IV.1. Entre présent et passé

L’intrigue dans Les silences du palais débute véritablement avec le retour d’Alia au palais. Retour pour quoi? Retour pour qui? Pour réaffronter les zones obscures de l’enfance? Pour réaffronter un amour tranché dans le vif? A aucun moment Alia ne donnera une réponse équivoque.

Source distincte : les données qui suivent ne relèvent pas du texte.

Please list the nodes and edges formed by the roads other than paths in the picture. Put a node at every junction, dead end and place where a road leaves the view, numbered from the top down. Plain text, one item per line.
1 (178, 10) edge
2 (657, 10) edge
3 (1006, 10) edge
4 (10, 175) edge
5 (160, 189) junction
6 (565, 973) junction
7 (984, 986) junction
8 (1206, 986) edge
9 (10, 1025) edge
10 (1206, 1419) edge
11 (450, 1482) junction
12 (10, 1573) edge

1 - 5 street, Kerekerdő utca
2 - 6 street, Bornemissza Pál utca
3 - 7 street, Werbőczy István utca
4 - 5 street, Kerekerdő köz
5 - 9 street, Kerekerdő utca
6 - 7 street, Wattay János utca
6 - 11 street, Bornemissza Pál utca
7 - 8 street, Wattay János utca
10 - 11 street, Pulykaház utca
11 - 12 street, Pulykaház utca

Du début à la fin des Silences du palais, Alia passe de l’état de narrant (narrateur) à l’état de narré (personnage), mais ce passage n’est pas irréversible, car selon les moments, elle est tantôt en position de savoir et de pouvoir, tantôt en état de dépendance et d’ignorance. Dans ce film, le retour au passé a une amplitude telle que presque tout le film raconte comment le personnage principal s’est retrouvé dans la situation qui motive son récit. Les flash-backs dominent dans ce film et correspondent aux déplacements du personnage principal dans l’espace du palais. Les réminiscences (flash-back) sont souvent provoquées par des voix off de femmes qui chantent et correspondent aux événements important dans la vie d’Alia. Durant sa visite du palais, elle se remémore son passé. Comment comprendre ces rappels et comment le personnage principal s’inscrit-il dans ce parti pris narratif?

Certes il y a un passé et un présent, mais les éléments du passé émergent dans le présent et le contaminent partiellement : les lieux et les objets font resurgir les souvenirs heureux et malheureux avec en parallèle et sur un mode mineur les relations femme-homme. Le récit fait alors correspondre la forme (alternance) au contenu et introduit une comparaison entre la difficulté du passé et la “ facilité ” du présent, ou si l’on veut, confronte la tradition à la modernité. Le passage du “ dedans ” dans le passé au “ dehors ” dans le présent est donc un catalyseur et un élément de transformation. La contiguïté des plans du passé et du présent redéfinit les plans du flash-back qui n’est dès lors plus de l’ordre du souvenir mais un plan au présent diégétique.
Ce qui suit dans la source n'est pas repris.